# Can a sulcata have too much calcium?



## acrantophis (Apr 17, 2012)

My sulcata LOVES cuttlebone. Obsessed. She Will run to chomp it from my cautious fingers. I feed her grass, mazuri pellets, dandelion, pumpkin and some leafy vegetables She looks great and is robust. Should I offer it daily, weekly?


----------



## dmmj (Apr 17, 2012)

cuttle bone should be offered 24/7 you can't overdoes they pass what ever they don't need.


----------



## ALDABRAMAN (Apr 17, 2012)

dmmj said:


> cuttle bone should be offered 24/7 you can't overdoes they pass what ever they don't need.


----------



## Madkins007 (Apr 18, 2012)

There are problems associated with too much calcium. The bones tend to become more brittle (they need the right balance of phosphorous to counteract this), key nutrients like magnesium and iron are being blocked by the calcium, and so forth. High blood calcium levels are also hard on the internal organs. The problems are increased if there is not enough UVB to help absorb the mineral, so more of it is dumped into the bloodstream.

I am NOT saying that these are likely in most situations, but if you are using a high-calcium diet and supplements (like cuttlebone) without a good balance of phosphorous, iron, etc., then there is a bit of a risk. The risk gets higher if the tortoise is dehydrated.

You cannot depend on the tortoise to regulate this on its own. Tortoises almost all come from areas where the available foods are low in nutrients and calories for at least a chunk of the year and they are programmed to take advantage of times of plenty by gorging themselves on it. 

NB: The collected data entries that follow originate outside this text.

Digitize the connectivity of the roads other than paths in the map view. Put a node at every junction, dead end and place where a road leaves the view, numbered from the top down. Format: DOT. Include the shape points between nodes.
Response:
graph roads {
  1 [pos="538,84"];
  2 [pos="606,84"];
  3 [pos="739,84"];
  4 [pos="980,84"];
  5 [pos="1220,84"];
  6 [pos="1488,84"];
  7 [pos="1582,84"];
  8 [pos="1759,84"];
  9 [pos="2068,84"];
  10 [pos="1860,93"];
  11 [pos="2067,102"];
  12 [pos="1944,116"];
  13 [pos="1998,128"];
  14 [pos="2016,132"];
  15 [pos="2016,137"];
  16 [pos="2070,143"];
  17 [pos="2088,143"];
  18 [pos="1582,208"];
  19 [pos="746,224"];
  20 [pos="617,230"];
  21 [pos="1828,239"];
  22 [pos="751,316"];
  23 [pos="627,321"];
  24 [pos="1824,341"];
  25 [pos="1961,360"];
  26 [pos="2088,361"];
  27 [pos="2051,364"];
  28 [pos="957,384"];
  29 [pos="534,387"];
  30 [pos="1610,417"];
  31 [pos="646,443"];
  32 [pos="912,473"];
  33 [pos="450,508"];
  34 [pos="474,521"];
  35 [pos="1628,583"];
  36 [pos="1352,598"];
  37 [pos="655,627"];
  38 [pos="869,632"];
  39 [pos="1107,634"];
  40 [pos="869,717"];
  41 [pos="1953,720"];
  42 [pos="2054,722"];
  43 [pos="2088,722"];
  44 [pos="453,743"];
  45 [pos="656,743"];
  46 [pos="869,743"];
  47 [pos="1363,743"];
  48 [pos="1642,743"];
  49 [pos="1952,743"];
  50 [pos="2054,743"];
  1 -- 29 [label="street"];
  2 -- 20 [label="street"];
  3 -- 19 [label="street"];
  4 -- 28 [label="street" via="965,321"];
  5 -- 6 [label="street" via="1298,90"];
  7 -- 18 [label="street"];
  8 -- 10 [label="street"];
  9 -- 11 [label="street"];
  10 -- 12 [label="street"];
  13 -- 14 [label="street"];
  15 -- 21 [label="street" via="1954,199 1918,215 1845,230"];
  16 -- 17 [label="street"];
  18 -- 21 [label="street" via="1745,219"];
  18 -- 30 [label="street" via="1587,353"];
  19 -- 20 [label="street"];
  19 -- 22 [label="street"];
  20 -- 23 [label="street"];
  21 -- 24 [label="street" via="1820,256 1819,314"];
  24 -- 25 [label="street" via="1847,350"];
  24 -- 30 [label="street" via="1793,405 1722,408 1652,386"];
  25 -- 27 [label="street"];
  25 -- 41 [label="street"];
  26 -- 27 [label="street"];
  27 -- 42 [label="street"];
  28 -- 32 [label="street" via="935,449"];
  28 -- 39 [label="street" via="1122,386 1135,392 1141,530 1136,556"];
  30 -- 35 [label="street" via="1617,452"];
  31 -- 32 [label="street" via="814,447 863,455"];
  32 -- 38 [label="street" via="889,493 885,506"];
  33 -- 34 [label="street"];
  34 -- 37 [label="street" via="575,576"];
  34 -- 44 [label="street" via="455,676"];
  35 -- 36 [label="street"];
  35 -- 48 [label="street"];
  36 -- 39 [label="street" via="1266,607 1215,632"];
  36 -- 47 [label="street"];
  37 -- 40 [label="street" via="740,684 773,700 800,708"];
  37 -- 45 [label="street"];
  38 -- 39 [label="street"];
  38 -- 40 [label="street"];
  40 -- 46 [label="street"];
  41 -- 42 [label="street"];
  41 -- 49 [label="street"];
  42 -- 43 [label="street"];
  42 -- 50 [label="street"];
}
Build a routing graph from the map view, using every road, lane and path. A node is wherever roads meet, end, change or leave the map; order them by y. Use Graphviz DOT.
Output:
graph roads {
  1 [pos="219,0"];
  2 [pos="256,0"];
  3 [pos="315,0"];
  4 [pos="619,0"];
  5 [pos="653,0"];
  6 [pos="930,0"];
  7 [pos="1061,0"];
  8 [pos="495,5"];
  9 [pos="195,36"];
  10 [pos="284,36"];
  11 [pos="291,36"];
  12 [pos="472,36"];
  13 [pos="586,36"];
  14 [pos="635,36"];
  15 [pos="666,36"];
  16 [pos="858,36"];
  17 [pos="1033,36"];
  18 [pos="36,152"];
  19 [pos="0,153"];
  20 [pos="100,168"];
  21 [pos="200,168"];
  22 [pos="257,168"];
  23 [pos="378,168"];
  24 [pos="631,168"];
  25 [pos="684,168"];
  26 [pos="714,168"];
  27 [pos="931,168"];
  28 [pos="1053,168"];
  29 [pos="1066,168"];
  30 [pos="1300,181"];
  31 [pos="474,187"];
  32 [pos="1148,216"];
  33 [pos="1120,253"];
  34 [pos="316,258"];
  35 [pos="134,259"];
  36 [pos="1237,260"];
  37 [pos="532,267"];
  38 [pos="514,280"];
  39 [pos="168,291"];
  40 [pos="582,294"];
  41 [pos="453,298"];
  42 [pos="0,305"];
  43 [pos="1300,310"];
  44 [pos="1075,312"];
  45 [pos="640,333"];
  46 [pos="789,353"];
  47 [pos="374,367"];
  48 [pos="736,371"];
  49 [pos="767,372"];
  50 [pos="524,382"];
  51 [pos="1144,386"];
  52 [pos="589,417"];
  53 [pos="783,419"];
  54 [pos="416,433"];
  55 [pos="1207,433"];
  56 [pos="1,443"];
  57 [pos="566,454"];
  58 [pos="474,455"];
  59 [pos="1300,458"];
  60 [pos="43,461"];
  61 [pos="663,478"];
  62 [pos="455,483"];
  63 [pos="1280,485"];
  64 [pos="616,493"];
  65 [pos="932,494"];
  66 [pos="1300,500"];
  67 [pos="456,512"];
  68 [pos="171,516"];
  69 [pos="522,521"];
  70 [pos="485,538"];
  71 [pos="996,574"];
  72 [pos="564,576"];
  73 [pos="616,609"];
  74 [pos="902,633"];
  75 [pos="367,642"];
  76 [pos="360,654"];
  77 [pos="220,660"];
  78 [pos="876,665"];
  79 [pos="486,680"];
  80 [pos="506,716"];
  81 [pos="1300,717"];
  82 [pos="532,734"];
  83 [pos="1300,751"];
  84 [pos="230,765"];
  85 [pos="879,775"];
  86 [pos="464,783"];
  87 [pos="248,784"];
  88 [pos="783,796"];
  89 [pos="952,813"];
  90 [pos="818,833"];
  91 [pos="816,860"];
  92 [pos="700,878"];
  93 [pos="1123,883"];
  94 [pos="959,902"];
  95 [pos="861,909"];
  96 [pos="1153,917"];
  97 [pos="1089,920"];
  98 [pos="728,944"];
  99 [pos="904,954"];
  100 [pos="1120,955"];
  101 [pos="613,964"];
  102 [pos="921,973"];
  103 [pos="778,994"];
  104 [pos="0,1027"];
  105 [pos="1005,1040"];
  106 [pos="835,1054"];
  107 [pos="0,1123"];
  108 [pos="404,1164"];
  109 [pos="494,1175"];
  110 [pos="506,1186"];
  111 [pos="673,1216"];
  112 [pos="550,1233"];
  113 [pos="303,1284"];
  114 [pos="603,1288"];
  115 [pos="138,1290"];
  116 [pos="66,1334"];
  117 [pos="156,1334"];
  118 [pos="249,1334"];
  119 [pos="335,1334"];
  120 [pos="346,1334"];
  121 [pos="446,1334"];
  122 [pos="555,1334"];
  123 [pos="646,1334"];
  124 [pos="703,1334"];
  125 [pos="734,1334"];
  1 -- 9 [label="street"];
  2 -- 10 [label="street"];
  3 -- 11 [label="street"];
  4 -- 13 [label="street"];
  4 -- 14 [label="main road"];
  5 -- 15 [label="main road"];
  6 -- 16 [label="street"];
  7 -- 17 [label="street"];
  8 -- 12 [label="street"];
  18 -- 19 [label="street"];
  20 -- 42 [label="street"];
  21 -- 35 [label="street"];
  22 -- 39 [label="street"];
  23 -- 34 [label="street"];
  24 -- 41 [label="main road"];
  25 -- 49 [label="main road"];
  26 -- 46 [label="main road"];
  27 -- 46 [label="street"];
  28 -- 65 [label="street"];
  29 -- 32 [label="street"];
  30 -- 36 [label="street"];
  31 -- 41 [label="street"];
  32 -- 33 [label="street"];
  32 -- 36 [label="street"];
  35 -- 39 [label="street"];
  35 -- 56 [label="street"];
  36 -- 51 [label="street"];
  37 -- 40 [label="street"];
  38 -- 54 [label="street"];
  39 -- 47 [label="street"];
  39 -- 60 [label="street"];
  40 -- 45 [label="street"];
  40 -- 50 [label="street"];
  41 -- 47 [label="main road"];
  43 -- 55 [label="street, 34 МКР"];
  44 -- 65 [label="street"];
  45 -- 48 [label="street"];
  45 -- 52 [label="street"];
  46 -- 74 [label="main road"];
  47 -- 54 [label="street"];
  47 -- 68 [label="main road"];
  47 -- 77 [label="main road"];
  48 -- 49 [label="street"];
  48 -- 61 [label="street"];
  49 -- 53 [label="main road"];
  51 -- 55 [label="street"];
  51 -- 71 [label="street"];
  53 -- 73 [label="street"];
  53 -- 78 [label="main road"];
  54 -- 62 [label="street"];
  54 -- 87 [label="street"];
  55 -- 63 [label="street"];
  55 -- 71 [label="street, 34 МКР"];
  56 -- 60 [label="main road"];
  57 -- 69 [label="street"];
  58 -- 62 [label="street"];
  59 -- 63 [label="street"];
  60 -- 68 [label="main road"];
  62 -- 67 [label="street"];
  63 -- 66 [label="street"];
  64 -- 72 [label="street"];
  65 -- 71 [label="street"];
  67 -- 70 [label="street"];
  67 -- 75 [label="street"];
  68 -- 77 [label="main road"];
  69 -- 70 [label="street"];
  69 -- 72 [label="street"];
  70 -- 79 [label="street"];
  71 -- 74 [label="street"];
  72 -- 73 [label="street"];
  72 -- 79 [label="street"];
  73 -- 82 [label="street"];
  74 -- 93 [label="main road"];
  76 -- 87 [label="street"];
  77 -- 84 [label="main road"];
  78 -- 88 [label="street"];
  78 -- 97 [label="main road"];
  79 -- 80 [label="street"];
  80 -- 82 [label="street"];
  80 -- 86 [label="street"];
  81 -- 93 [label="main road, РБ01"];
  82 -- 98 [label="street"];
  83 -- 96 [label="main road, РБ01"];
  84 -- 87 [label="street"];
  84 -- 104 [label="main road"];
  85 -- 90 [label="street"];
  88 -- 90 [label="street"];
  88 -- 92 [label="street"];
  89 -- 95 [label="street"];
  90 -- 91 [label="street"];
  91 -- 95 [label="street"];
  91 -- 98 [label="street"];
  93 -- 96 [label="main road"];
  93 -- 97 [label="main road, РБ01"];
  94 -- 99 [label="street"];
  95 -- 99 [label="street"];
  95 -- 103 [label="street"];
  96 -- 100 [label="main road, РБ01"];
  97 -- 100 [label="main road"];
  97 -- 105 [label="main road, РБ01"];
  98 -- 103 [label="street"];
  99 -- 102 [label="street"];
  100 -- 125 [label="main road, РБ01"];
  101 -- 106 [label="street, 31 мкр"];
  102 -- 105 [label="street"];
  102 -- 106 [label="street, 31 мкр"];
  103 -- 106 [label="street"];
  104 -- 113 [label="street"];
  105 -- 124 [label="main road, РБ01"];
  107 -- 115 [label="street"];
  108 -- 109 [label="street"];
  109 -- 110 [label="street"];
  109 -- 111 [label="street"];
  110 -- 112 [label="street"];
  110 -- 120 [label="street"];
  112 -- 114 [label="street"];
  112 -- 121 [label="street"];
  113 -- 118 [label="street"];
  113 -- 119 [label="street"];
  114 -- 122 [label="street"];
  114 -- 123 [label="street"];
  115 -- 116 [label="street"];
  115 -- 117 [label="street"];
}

So, bottom line- moderation is a almost always a good idea.


----------



## Jacob (Apr 18, 2012)

They use have cuttle bone 24/7 and calcium once or twice a week.


----------



## acrantophis (Apr 18, 2012)

Madkins007 said:


> There are problems associated with too much calcium. The bones tend to become more brittle (they need the right balance of phosphorous to counteract this), key nutrients like magnesium and iron are being blocked by the calcium, and so forth. High blood calcium levels are also hard on the internal organs. The problems are increased if there is not enough UVB to help absorb the mineral, so more of it is dumped into the bloodstream.
> 
> I am NOT saying that these are likely in most situations, but if you are using a high-calcium diet and supplements (like cuttlebone) without a good balance of phosphorous, iron, etc., then there is a bit of a risk. The risk gets higher if the tortoise is dehydrated.
> 
> ...



Thanks for the thorough reply! I was thinking along these lines. I ran an iguana rescue for 12 years. I found that calcium worked well in small sprinkled amounts. Metabolic bone diseases are common in rescues. They were always dehydrated and the heavy calcium powders would cause kidney issues. This is my first outdoor tortoise. Nothing beats the sun for reptile health!


----------



## Baoh (Apr 19, 2012)

Generally unlikely unless a deliberate effort to accomplish this was made. Many foods are relatively high in phosphorus, by the way, and different minerals can compete for receptors, but it is generally not a problem in terms of absorption as there are many sites present per intestinal cell. Blood calcium, when ample amounts are available, will be managed via calcitonin, parathyroid hormone, and vitamin D (with some lesser factors involved as well). In a hydrated animal, it is typically not something I would worry about. An exception might be if there is a large amount of calcium sand or dolomite grain laying around, as these could bind in the gut and present potential for increased risk of impaction. Cuttlebone is porous and dolomite powder is something I use to fortify plants for tortoises and not as a direct feed substance for tortoises. I keep no calcium sand or dolomite granules accessible, though.


----------



## Terry Allan Hall (Apr 19, 2012)

As long as the tortoise is well-hydrated, it's unlikely to be a problem...if you're still concerned, let your little buddy have a cuttlebone to gnaw on 3 days out of the week and 4 days w/o.

And feed plenty of cactus pads (some every other day is about right)...lots of fiber and calcium in those suckers!


----------



## Madkins007 (Apr 19, 2012)

Considering Boah's and Terry Allen Hall's replies, I want to clarify something. The main part of my earlier reply was directed to the title of the thread- "Can a sulcata have too much calcium". 

I TRIED to answer it by saying "Yes, but not in usual situations'. I see I missed my mark. Thanks guys for chiming up.


----------



## Baoh (Apr 19, 2012)

Madkins007 said:


> Considering Boah's and Terry Allen Hall's replies, I want to clarify something. The main part of my earlier reply was directed to the title of the thread- "Can a sulcata have too much calcium".
> 
> I TRIED to answer it by saying "Yes, but not in usual situations'. I see I missed my mark. Thanks guys for chiming up.



No worries. I think multiple perspectives make for a set of answers that can resonate with more people.


----------